» Exercise objective
Copy out each line of the entries where the word "Craft" is present.

» Recorded information
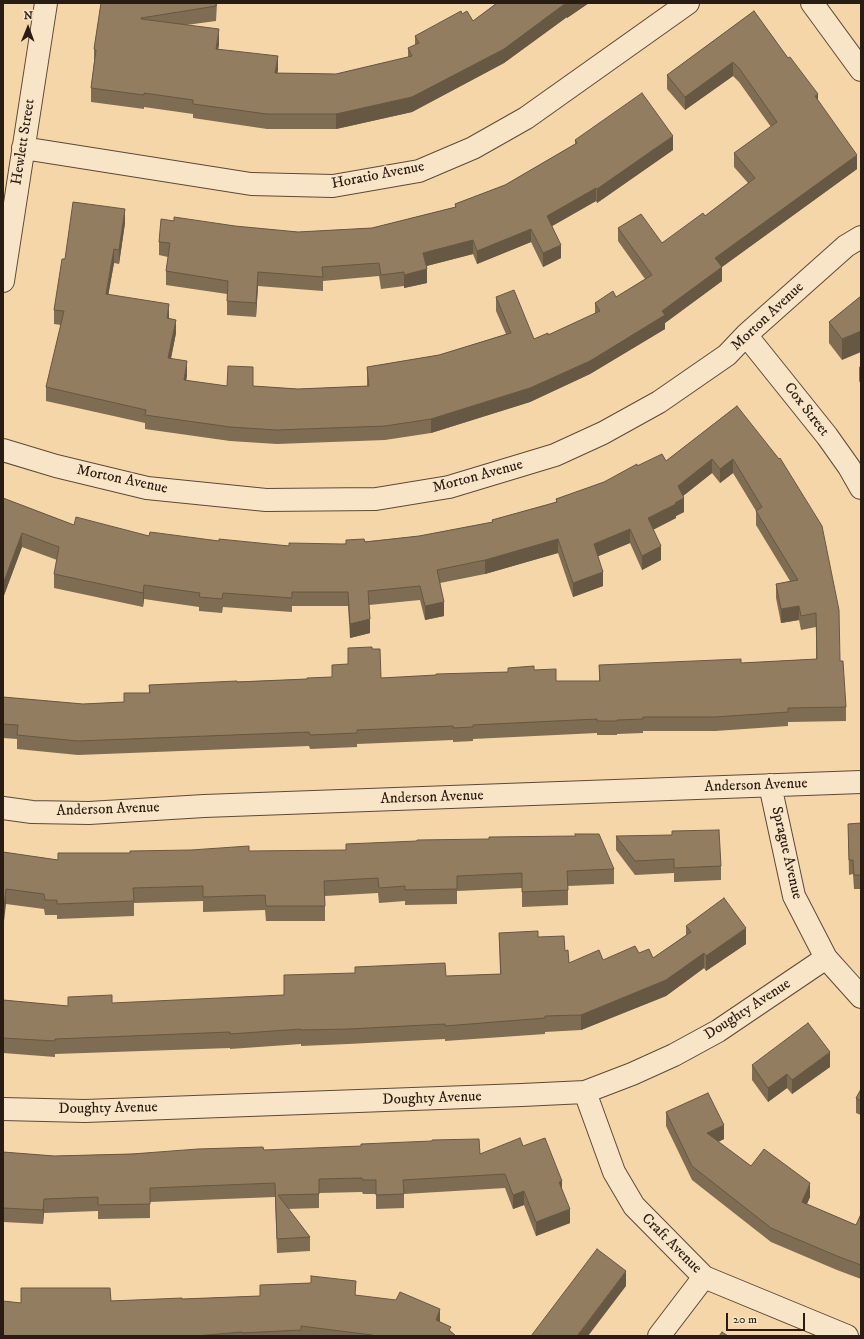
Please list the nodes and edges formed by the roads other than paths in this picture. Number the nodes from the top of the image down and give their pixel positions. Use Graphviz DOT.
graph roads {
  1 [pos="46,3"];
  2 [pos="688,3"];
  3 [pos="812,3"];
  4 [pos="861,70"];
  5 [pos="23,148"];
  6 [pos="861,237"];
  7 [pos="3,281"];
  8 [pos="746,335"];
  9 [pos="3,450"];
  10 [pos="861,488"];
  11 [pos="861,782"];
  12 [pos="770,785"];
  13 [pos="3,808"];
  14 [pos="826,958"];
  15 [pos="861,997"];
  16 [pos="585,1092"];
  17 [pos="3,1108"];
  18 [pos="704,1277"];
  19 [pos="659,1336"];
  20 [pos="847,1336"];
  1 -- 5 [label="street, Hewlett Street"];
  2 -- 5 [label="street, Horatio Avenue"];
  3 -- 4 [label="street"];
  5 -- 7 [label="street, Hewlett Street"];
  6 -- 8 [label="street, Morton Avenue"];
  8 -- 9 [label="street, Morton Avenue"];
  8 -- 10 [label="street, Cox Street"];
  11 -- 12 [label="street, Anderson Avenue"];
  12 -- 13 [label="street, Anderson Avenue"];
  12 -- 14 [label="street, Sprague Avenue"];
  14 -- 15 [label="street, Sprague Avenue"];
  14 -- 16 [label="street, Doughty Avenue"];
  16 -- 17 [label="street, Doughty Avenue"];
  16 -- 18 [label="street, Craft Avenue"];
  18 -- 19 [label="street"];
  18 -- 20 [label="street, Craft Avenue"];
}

» Task solution
  16 -- 18 [label="street, Craft Avenue"];
  18 -- 20 [label="street, Craft Avenue"];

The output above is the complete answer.